Bikeshop Ann Arbor Speed,"$435,430","$565,625","$86,780","$308,725","$577,350"
Bikeshop Austin Cruisers,"$70,155","$215,310","$114,870","$25,615","$262,935"
Bikeshop Cincinnati Speed,"$359,800","$272,440","$430,545","$313,260","$482,990"
Bikeshop Columbus Race Equipment,"$3,200","$324,300","$767,975","$302,870","$368,660"
Bikeshop Dallas Cycles,"$168,295","$180,590","$218,905","$47,190","$66,100"
Bikeshop Denver Bike Shop,"$1,812,640","$1,292,015","$1,411,365","$1,570,640","$1,611,010"
Bikeshop Detroit Cycles,"$156,255","$162,165","$636,535","$408,450","$274,440"
Bikeshop Indianapolis Velocipedes,"$108,760","$133,555","$165,015","$336,615","$197,060"
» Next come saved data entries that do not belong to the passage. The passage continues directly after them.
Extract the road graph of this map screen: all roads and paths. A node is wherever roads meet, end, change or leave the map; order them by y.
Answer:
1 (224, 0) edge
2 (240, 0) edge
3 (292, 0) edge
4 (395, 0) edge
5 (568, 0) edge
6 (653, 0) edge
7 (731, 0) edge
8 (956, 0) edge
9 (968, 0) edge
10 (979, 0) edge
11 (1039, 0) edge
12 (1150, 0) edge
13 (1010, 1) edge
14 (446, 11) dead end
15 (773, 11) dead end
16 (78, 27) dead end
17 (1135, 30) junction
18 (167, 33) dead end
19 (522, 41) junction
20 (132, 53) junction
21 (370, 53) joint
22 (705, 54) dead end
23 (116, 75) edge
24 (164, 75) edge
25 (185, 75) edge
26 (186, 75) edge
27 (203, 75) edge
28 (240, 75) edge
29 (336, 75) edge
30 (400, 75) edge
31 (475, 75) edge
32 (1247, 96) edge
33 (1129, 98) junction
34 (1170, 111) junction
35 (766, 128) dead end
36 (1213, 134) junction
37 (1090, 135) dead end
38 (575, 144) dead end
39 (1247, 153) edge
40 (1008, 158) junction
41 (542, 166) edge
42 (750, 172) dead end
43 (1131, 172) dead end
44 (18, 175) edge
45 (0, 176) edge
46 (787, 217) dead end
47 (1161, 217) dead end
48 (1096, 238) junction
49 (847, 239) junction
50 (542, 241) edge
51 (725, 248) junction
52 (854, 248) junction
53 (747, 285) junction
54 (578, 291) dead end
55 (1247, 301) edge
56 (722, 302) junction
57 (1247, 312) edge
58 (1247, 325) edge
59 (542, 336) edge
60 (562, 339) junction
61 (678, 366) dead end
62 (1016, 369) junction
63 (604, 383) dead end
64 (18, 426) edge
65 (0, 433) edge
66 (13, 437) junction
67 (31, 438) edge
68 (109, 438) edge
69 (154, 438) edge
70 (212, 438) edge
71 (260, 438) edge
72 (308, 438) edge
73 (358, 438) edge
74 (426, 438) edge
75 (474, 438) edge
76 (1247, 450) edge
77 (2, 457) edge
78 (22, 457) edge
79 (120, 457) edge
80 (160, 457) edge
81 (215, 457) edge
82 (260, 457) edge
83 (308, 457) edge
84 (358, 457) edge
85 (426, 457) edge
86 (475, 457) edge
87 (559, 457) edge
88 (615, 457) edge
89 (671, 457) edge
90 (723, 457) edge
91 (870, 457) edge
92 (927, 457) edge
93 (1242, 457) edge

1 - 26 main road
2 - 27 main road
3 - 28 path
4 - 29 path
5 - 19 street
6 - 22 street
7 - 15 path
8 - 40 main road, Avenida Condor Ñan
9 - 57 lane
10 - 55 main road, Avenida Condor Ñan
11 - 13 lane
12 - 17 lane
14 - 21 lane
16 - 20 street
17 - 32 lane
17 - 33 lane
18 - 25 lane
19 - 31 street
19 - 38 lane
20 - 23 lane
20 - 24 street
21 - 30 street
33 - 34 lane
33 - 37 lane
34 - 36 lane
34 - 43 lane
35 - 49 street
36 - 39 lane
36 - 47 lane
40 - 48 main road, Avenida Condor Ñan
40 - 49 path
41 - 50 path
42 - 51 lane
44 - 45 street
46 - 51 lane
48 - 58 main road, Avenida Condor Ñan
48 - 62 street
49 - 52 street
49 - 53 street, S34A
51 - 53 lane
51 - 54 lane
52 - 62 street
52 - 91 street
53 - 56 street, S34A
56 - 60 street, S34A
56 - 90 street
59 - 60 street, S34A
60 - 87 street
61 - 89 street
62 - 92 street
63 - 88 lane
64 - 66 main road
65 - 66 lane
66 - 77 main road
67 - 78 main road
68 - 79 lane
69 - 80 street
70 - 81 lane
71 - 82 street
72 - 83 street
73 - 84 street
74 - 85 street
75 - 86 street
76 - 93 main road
Bikeshop Ithaca Mountain Climbers,"$679,730","$975,770","$1,248,635","$1,573,385","$1,821,815"


## Nice Work

This challenge tested your wrangling abilities. If you nailed it, you're doing awesome. If you didn't, guess what - You're still awesome too! Keep in mind you're learning, it takes time, and these challenges are meant to be *challenging*.